Written and performed by Rhoda Roberts AO, the show traces the life of her cousin Frank Roberts, a Widjabul Wia-bal and Githabul man from Cubawee, near Lismore.
Before he became Australia’s first Aboriginal Olympian, Roberts roots him in Country, kin and the rhythms of Budjalung life strained by government control.
She guides the audience through WWII-era anxieties to Frank’s journey from rural New South Wales to the 1964 Tokyo Olympics, where he boxed on the world stage and dined with Emperor Hirohito.
Despite the achievement, he travelled without an Australian passport, denied citizenship by the government whose colours he was representing..
At its heart, the show is a portrait of ‘Honest Frank’, whose discipline in the ring shaped his life beyond sport.

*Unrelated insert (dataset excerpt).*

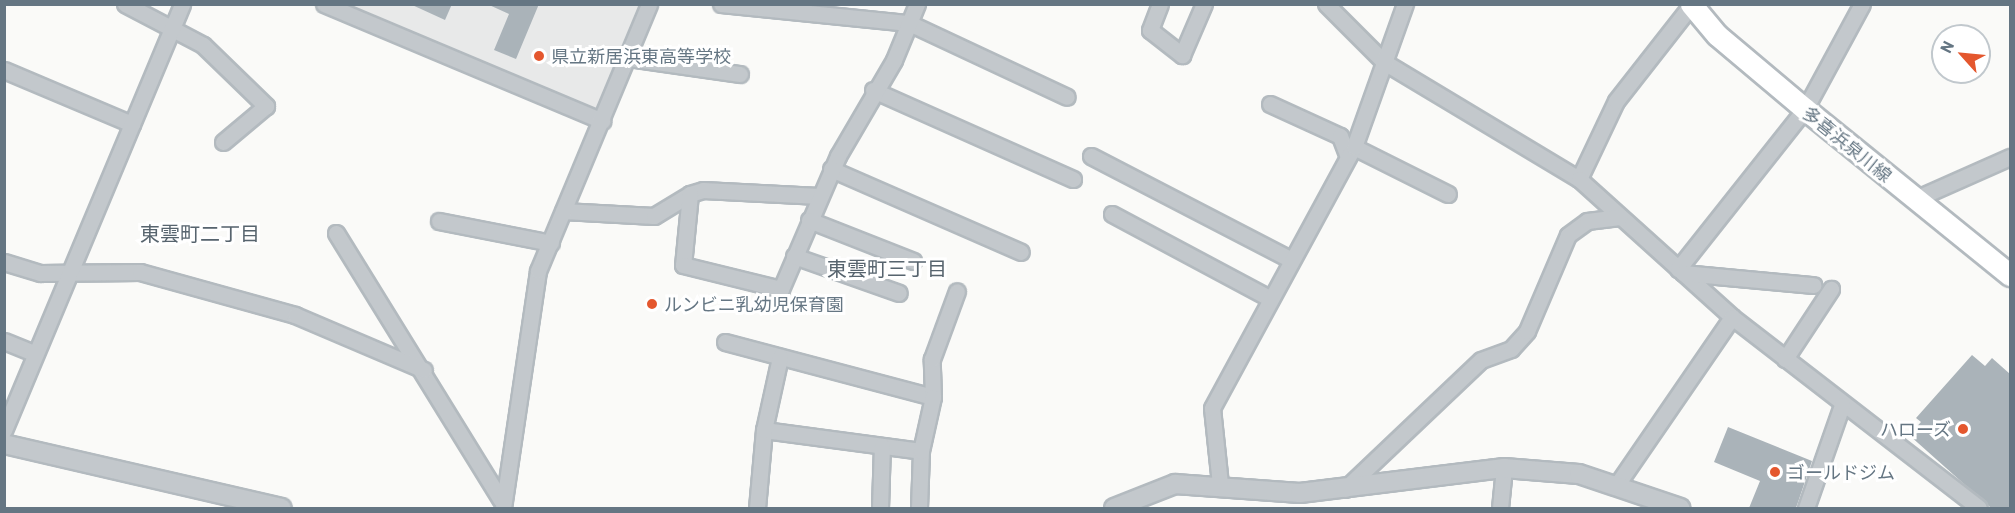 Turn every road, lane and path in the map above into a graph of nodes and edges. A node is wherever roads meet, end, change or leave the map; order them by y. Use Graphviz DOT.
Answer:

Roberts situates that life within dispersal and cultural amnesia, most starkly when the Aborigines Protection Board bulldozed Cubawee as an ‘eyesore’ while Frank was overseas, erasing an entire community in an afternoon.
Heartbreak hangs in the room, yet Roberts balances grief with charm, pride and inherited resilience.
Across a tight 75 minutes, Roberts approaches the material with warmth and a firm sense of responsibility.
Her storytelling is conversational and inviting, like sitting around a firelit lounge with an aunt who knows exactly how to hold a room with a spark in her eye and a razor-sharp timing.
Sprawling family trees and nostalgic riffs arrive between sips of her ‘everyday black’ tea.
At times she slips into her grandfather’s voice, “Stand tall. Head up. High up,” a phrase that becomes a steady pulse echoing through the show and Frank’s life.
She brings to life the tapestry of a family marked by boxers, matriarchs and pastors with emotional heft and enough dry humour to keep it buoyant. The narrative flows easily between memories and eras with ease, showing how one man’s path reflects wider First Nations experiences of racism and erasure.
Roberts effortlessly weaves these stories with care, and her intimacy keeps the scale from ever feeling abstract.
A few early stumbles come from nerves rather than uncertainty but nothing that detracts, instead folding into the brisk rhythm without losing connection. Roberts has the presence that makes an audience lean in.
Production design is simple and effective. A tall leather chair anchors the space like a storytelling throne, paired with a small side table of books and a brass teapot. A boxing bag and gloves rest nearby, with occasional taps from Roberts, recalling Frank’s presence.
Projections of swaying trees, family photos and sounds of corroboree add atmosphere without distracting from Roberts voice.
The show is a must-see story, especially for those who value narrative theatre, untold histories and theatre that prioritises memory over spectacle.
More than a tribute, My Cousin Frank tells of a mob weathering erasure and honours an overdue hero who gave much to a country that barely saw him.
Roberts shapes his legacy into one of the most quietly moving First Nations works on stages, reminding us that stories and hope endure only when people carry them forward.
My Cousin Frank ran at Sydney Opera House till 6 December.